Un’emergenza. “Negli ultimi sei anni – afferma il dirigente dell’Ufficio Scolastico Regionale, Giuseppe Pedrielli – a fronte di un incremento degli alunni con disabilità del 26.6% (dai 12.666 del 2011-12 agli attuali 16.039), i posti di sostegno funzionanti sono aumentati del 29.5%, da 6.195 a 8.023. Ma soprattutto si è registrato un incremento dei casi di gravità, dimostrato dall’aumento esponenziale di posti autorizzati in deroga, passati, in questi sei anni, da 303 a 2.182”. Il rapporto tra alunni con handicap e posti di sostegno si mantiene sempre di almeno due alunni per insegnante.
Questi sono i numeri, ma guardando alla “qualità” del sostegno, come vengono selezionati i docenti? “Là dove esistono insegnanti con titoli specifici, questi sono i primi ad essere utilizzati” afferma Pedrielli. Il problema è che gli insegnanti con l’abilitazione in graduatoria non bastano a coprire tutti i posti per il sostegno. E non è detto poi che tutti questi docenti abilitati accettino, molti rinunciano anche in seguito alla possibilità di poter ottenere un posto “migliore”. “Dopo cinque anni tornano nella propria classe di concorso” spiega Franca Berardi.
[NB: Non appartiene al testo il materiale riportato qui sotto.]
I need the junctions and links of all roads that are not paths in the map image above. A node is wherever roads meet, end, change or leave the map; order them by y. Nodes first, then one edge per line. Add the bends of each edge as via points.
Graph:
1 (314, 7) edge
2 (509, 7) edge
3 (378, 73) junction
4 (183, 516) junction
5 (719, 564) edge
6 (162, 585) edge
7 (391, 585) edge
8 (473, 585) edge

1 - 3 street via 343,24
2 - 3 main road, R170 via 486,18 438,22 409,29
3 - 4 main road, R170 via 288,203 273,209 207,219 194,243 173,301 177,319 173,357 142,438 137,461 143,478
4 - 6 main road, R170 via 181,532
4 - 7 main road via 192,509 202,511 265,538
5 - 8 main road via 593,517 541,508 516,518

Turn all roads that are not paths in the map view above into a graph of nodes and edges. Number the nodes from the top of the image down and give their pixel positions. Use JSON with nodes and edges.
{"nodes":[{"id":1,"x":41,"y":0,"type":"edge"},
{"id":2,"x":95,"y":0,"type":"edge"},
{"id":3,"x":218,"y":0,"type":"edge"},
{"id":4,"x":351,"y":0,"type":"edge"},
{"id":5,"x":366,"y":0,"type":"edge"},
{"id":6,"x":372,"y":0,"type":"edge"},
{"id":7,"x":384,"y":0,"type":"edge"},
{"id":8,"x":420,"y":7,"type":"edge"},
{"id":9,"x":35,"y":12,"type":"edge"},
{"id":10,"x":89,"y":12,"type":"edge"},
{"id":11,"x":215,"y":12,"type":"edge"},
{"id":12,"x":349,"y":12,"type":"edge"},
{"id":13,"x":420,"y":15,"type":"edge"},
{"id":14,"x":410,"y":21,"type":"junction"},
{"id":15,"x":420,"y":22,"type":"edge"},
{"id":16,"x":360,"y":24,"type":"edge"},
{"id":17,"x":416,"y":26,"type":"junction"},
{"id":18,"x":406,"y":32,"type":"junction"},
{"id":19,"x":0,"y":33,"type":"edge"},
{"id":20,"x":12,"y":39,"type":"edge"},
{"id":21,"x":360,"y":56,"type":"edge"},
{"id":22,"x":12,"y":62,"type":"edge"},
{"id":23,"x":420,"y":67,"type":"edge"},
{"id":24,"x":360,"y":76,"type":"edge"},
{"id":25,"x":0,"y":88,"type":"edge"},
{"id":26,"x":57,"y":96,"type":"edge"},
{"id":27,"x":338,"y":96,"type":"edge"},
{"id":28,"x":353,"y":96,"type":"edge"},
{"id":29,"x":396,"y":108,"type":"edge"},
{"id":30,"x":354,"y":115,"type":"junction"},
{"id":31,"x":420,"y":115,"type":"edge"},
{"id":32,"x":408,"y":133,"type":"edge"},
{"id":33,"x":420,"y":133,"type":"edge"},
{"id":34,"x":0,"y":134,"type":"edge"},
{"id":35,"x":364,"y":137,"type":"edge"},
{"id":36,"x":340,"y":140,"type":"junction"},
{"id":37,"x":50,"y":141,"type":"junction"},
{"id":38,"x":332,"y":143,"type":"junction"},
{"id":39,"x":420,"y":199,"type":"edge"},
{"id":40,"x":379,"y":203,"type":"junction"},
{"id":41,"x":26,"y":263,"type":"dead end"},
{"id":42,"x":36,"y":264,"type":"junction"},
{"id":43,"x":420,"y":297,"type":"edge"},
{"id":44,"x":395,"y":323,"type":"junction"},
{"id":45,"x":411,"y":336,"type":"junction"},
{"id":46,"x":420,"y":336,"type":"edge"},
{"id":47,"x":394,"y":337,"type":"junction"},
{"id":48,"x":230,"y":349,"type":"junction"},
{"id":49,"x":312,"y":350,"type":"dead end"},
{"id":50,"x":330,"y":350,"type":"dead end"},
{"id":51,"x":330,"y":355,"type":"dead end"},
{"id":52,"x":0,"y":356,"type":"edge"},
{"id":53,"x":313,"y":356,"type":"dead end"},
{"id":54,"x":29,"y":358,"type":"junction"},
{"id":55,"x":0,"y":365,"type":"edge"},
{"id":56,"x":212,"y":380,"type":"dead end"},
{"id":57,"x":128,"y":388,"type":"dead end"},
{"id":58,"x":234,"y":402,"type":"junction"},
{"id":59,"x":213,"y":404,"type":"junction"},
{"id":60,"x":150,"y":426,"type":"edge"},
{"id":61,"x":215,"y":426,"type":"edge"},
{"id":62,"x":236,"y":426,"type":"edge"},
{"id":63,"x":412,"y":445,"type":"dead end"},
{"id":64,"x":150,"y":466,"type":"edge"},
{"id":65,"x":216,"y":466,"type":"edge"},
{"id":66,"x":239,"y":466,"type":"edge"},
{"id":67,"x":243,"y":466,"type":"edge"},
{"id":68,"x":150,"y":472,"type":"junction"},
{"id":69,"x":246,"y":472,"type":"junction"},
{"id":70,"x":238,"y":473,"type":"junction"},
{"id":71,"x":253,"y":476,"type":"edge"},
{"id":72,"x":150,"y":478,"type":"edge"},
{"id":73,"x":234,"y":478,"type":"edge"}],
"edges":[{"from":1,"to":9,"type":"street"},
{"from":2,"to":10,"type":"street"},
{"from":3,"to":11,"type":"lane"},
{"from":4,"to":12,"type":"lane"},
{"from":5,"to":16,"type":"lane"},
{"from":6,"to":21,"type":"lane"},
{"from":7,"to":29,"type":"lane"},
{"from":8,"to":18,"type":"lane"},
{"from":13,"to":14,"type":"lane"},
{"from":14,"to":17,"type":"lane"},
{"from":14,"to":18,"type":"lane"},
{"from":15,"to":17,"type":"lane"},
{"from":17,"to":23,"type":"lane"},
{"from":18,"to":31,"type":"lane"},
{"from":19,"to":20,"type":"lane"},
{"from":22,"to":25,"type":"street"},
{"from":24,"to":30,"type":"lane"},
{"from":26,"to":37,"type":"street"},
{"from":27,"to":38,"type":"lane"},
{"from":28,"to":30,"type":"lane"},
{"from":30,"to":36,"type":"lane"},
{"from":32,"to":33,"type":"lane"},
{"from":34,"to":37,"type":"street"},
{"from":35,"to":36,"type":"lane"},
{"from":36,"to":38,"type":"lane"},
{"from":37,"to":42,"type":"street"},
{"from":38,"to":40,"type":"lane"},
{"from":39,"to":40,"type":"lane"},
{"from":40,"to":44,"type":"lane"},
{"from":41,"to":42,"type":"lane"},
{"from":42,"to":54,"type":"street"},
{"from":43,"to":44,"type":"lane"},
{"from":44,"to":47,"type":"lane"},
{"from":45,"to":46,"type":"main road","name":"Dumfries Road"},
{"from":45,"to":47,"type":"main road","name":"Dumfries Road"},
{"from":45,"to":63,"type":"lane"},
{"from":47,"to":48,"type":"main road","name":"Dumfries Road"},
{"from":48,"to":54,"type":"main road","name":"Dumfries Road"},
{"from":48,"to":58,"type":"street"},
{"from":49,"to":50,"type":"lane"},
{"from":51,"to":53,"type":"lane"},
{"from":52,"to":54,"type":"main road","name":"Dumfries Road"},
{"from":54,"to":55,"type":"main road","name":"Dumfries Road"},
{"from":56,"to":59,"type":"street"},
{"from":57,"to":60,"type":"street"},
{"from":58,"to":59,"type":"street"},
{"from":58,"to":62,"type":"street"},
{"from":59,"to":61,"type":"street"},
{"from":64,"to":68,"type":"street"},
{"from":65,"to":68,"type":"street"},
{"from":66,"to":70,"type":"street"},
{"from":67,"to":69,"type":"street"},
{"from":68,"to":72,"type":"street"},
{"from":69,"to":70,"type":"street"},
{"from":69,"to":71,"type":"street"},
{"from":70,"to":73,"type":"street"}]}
È il caso di Anna – nome di fantasia – che dopo aver seguito alcuni bambini autistici nell’ambito della scuola materna – solo quest’anno aveva iniziato a seguirne due – è stata chiamata in seguito ad un concorso per andare ad insegnare in una primaria.
“Se i docenti con abilitazione non bastano si deve far riferimento ad altre graduatorie – continua Berardi – e nella scelta dei docenti specializzati che servono per coprire tutti i posti di sostegno si valutano i corsi che gli altri insegnanti hanno fatto, i corsi di riconversione e, per ultima, la disponibilità”.
Ricorsi: ultima spiaggia. Se il totale delle ore richieste dagli alunni con handicap è superiore a quelle lavorative degli insegnanti di sostegno, un genitore può appellarsi alla legge 104 e fare ricorso al TAR. Se vince, il tribunale obbliga lo Stato a fornire la copertura totale di ore e a quel punto lo Stato assume un nuovo insegnante in deroga.
Ma come spiega Lucia Biolcati, responsabile del settore scuola per l’Associazione Papa Giovanni XXIII, prima di arrivare al ricorso ci sono altre possibilità. “La prima cosa da fare è verificare come mai non sono state assegnate tutte ore con il dirigente e il referente handicap dell’Istituto, quindi valutare se le ore che erano state stabilite sono veramente necessarie. Il resto delle ore potrebbe essere coperto da un educatore. Dipende dalle situazioni, dalle gravità, da come è stata gestita dall’Ausl la situazione. Un genitore può spaventarsi perché pensa che non ci sia l’approccio giusto”.